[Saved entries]
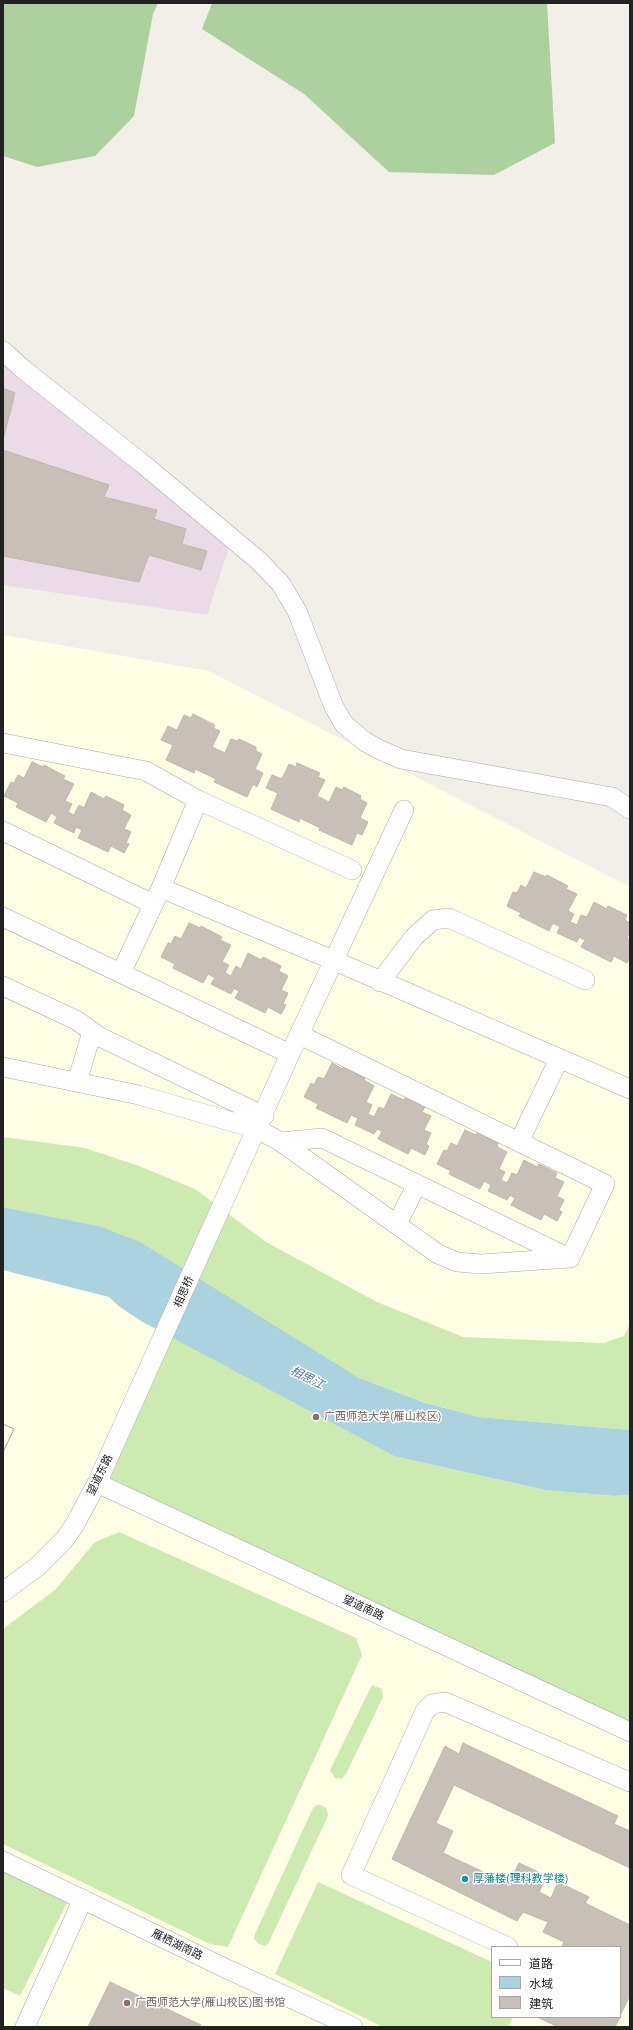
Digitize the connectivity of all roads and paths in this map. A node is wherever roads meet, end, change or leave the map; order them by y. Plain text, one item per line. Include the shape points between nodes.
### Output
1 (3, 351) edge
2 (3, 743) edge
3 (198, 800) junction
4 (630, 809) edge
5 (404, 810) dead end
6 (3, 831) edge
7 (352, 870) dead end
8 (157, 896) junction
9 (3, 916) edge
10 (335, 961) junction
11 (121, 973) junction
12 (585, 980) dead end
13 (380, 982) junction
14 (3, 986) edge
15 (92, 1032) junction
16 (300, 1035) junction
17 (290, 1054) junction
18 (559, 1059) junction
19 (3, 1066) edge
20 (77, 1082) junction
21 (630, 1089) edge
22 (261, 1122) junction
23 (281, 1142) junction
24 (519, 1142) junction
25 (417, 1184) junction
26 (397, 1224) junction
27 (570, 1258) junction
28 (165, 1333) joint
29 (97, 1483) junction
30 (3, 1592) edge
31 (630, 1732) edge
32 (630, 1782) edge
33 (3, 1861) edge
34 (83, 1900) junction
35 (506, 1946) edge
36 (25, 2027) edge
37 (353, 2027) edge

1 - 4 street via 259,561 281,584 297,611 334,707 344,724 364,741 401,759 612,797
2 - 3 street via 146,771
3 - 7 street
3 - 8 street
5 - 10 street, 相思桥
6 - 8 street
8 - 10 street
8 - 11 street
9 - 11 street
10 - 13 street
10 - 16 street, 相思桥
11 - 17 street
12 - 13 street via 449,918 433,920 414,937
13 - 18 street
14 - 15 street via 76,1020
15 - 20 street
15 - 22 street
16 - 17 street, 相思桥
16 - 24 street
17 - 22 street, 相思桥
18 - 21 street
18 - 24 street
19 - 20 street
20 - 22 street
22 - 23 street
22 - 28 street, 相思桥
23 - 25 street via 322,1138
23 - 26 street
24 - 27 street via 605,1184
25 - 26 street
25 - 27 street
26 - 27 street via 438,1254 463,1263
28 - 29 street, 望道东路
29 - 30 street, 望道东路 via 74,1526 59,1544 38,1566
29 - 31 street, 望道南路
32 - 35 street via 445,1702 432,1704 425,1711 351,1875
33 - 34 street, 雁栖湖南路
34 - 36 street
34 - 37 street, 雁栖湖南路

* [Work instructions]:
Exactly as they stand, set down all of the entries above, minus every picture.

* [Solution to this task]:
Digitize the connectivity of all roads and paths in this map. A node is wherever roads meet, end, change or leave the map; order them by y. Plain text, one item per line. Include the shape points between nodes.
### Output
1 (3, 351) edge
2 (3, 743) edge
3 (198, 800) junction
4 (630, 809) edge
5 (404, 810) dead end
6 (3, 831) edge
7 (352, 870) dead end
8 (157, 896) junction
9 (3, 916) edge
10 (335, 961) junction
11 (121, 973) junction
12 (585, 980) dead end
13 (380, 982) junction
14 (3, 986) edge
15 (92, 1032) junction
16 (300, 1035) junction
17 (290, 1054) junction
18 (559, 1059) junction
19 (3, 1066) edge
20 (77, 1082) junction
21 (630, 1089) edge
22 (261, 1122) junction
23 (281, 1142) junction
24 (519, 1142) junction
25 (417, 1184) junction
26 (397, 1224) junction
27 (570, 1258) junction
28 (165, 1333) joint
29 (97, 1483) junction
30 (3, 1592) edge
31 (630, 1732) edge
32 (630, 1782) edge
33 (3, 1861) edge
34 (83, 1900) junction
35 (506, 1946) edge
36 (25, 2027) edge
37 (353, 2027) edge

1 - 4 street via 259,561 281,584 297,611 334,707 344,724 364,741 401,759 612,797
2 - 3 street via 146,771
3 - 7 street
3 - 8 street
5 - 10 street, 相思桥
6 - 8 street
8 - 10 street
8 - 11 street
9 - 11 street
10 - 13 street
10 - 16 street, 相思桥
11 - 17 street
12 - 13 street via 449,918 433,920 414,937
13 - 18 street
14 - 15 street via 76,1020
15 - 20 street
15 - 22 street
16 - 17 street, 相思桥
16 - 24 street
17 - 22 street, 相思桥
18 - 21 street
18 - 24 street
19 - 20 street
20 - 22 street
22 - 23 street
22 - 28 street, 相思桥
23 - 25 street via 322,1138
23 - 26 street
24 - 27 street via 605,1184
25 - 26 street
25 - 27 street
26 - 27 street via 438,1254 463,1263
28 - 29 street, 望道东路
29 - 30 street, 望道东路 via 74,1526 59,1544 38,1566
29 - 31 street, 望道南路
32 - 35 street via 445,1702 432,1704 425,1711 351,1875
33 - 34 street, 雁栖湖南路
34 - 36 street
34 - 37 street, 雁栖湖南路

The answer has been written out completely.